These five statistics show opportunities for CX growth and progression in 2021 that any business could take on. Take the time to examine them to see how you can take inspiration from them this year.
1. Customers who engage with companies on social media will spend 20-40% more than other customers. They also are more emotionally committed to the companies and with an NPS that is 33 points higher than other customers.
Many brands neglect to consider social media as part of the customer journey, but it’s becoming an increasingly important touchpoint for many customers. Social media can be relegated to a dedicated social team, often based within marketing departments. But any CX team needs to have an active view and participate in social media monitoring and engagement. In many cases, the customers who interact with a business on social media will be loyal promoters who feel connected to the brand. Alternatively, they can be unhappy customers who want and expect a response to an issue they deem urgent and worthy of public attention. Both public and private social media interactions are important, so make sure your CX team is aligned.
2. Businesses can grow revenues between 4% and 8% above their market when they prioritise better customer service experiences.
Good CX is good business. It’s quite simple, but CX can often be neglected or not prioritised due to other business concerns taking precedence. This statistic from Bain shows that you are competing on customer service within your industry whether you realise it or not. Get the major stakeholders in your business excited about CX by showing them how it can positively affect your bottom line. Obtaining executive buy-in for CX initiatives can be challenging, but this is the kind of statistic that execs love to see. Conveying the tangible value and advantages of enhancing your CX programme is the best way to get everyone on board.
3. 58% of organisations believe their CX will be outdated in just two years.
Many business leaders feel insecure about keeping up with the times when it comes to the constantly evolving customer experience landscape. Customer expectations are rising rapidly, and technology is becoming more advanced each day. All businesses are competing on experience, but keeping up can be tricky! There is no singular way to address this challenge, but not growing complacent is the best way to frame the mindset across your business so that you do not get left behind. All too often, companies define their CX strategy and goals and then act on them, but to be really competent at CX and to remain competitive, you need to be constantly redefining and evolving your goals, strategies and priorities. Continuously action feedback, evaluate the customer journey, analyse competitor strategies, and identify opportunities for improvement. If you actively engage in modifying and improving your CX, it will remain relevant and fresh.
4. More than half of Gen Y and Z consumers, compared to 37% of other consumers, say they have shifted a portion of their spend away from their current service provider when a company disappointed them due to its words or actions on a social issue.

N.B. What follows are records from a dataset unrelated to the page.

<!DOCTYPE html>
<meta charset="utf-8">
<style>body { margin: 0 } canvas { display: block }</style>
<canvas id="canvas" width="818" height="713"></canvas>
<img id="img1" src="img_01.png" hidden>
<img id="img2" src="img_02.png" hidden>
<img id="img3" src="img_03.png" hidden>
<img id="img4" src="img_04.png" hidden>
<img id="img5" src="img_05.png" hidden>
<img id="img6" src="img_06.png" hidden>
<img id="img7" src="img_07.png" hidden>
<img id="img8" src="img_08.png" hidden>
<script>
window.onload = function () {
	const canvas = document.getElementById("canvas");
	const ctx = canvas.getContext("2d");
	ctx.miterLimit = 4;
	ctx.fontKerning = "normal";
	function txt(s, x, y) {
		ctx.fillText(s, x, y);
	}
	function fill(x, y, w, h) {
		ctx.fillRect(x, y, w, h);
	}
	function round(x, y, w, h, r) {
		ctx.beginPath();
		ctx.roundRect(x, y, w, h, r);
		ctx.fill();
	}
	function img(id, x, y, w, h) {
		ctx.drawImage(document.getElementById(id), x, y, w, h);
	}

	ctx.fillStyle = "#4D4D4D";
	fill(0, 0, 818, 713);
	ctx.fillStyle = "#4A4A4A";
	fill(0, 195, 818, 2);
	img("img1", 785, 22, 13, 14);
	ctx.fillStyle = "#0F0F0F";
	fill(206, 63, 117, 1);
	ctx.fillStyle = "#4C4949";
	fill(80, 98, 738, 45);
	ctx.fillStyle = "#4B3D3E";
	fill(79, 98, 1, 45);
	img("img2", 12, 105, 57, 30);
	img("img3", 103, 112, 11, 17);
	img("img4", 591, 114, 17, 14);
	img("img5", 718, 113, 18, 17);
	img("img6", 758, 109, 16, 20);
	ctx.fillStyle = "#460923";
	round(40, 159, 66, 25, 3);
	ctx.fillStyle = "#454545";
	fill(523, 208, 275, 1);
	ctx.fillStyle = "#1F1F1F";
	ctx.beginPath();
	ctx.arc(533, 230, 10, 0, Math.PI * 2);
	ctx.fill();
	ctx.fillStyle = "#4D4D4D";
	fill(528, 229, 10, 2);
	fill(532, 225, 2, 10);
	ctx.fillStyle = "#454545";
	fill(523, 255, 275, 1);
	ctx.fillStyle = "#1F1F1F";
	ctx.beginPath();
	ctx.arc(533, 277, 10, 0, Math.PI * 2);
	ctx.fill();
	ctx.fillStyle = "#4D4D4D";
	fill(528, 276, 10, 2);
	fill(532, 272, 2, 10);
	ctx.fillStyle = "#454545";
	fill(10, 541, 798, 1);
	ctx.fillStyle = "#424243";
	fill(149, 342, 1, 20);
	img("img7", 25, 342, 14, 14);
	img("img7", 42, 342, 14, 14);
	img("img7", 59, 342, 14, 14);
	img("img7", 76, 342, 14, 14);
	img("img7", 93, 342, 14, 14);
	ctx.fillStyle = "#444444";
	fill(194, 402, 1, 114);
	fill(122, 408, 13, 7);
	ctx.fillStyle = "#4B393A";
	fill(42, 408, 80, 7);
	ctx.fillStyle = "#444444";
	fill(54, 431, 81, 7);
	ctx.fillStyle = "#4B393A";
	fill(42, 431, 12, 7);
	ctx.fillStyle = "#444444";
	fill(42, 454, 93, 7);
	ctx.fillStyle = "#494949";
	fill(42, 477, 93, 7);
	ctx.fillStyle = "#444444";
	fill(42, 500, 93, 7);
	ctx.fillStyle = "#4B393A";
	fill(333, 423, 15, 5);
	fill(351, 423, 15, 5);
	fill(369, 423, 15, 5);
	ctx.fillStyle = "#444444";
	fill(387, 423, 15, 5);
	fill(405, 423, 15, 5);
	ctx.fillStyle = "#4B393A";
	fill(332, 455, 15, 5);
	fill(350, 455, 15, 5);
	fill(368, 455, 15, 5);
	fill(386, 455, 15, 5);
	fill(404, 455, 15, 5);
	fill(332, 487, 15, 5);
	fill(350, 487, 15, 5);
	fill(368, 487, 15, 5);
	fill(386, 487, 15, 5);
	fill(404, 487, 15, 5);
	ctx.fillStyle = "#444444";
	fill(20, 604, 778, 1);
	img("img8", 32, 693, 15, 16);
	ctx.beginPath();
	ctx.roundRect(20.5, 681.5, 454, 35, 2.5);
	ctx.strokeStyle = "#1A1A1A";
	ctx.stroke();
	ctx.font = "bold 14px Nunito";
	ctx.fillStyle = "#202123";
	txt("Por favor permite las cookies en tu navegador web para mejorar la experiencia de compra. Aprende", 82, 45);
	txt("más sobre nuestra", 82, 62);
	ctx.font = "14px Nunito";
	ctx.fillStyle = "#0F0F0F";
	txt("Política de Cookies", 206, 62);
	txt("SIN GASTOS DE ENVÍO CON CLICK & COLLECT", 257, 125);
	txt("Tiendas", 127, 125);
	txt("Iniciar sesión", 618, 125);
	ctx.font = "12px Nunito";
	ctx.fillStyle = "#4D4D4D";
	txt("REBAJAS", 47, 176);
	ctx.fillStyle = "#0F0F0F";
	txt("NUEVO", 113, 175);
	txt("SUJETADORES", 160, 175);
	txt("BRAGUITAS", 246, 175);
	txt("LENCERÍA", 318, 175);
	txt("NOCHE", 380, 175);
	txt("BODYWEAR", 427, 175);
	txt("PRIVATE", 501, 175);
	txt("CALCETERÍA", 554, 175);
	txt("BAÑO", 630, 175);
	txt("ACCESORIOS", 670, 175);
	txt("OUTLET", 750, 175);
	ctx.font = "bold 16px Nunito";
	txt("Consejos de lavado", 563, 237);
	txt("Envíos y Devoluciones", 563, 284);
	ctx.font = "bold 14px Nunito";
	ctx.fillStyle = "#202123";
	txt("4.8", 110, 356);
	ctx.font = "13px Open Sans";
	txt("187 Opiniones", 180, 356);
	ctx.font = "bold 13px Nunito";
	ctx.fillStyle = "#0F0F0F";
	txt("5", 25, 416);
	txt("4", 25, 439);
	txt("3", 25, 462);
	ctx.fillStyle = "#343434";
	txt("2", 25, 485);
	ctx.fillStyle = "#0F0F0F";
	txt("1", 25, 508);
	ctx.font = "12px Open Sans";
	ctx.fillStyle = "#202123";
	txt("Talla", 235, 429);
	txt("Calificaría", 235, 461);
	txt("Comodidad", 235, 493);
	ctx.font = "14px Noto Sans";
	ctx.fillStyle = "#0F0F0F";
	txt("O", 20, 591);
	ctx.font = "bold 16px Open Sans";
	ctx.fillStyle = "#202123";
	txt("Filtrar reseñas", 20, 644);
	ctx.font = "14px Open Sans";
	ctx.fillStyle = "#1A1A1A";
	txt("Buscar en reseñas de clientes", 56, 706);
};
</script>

This statistic from Accenture shows the changing times we live in and how important it is for corporations to get on board with authentic, value-driven messaging. Younger customers, in particular, care about a brand’s values just as much as they care about the goods and services the brand provides. Any rhetoric that is either disingenuous or problematic does not sit well with these customers. They will happily go to a competitor who seems to align with their values more. Social media can quickly amplify an individual misstep or inaction from a brand. This doesn’t mean you need to wade into every social issue, but being authentic in your communications and showing customers what your brand stands for, can pay in the long run to maintain the support of younger generations.
5. 53% of shoppers believe their feedback doesn’t go to anyone who can actually act on it.
More than half of customers think nobody pays attention to or can do anything about their survey responses or feedback. Before I worked for a business with Voice of the Customer at its core, I was part of that statistic! But of course, it couldn’t be further from the truth. Customers believe that their feedback is useless for many reasons, and its the responsibility of businesses to let them know that their feedback does matter to increase engagement and response rates. Responding to customer feedback is a good starting point. Many companies do not close the loop on customer feedback or only send automated messages in response. It’s no wonder that customers think that their feedback goes nowhere when nobody follows up with them! It can also be a good idea to let them know how customer feedback has been actioned broadly. In a newsletter or on social media, thank your customers for their feedback and highlight examples of how your business has made changes based on feedback received from surveys. Incentives are another useful tool to let customers know that their feedback is valued. Offering a discount or perk to customers who give feedback is a great way to show them that you are invested in hearing their opinions and perceptions.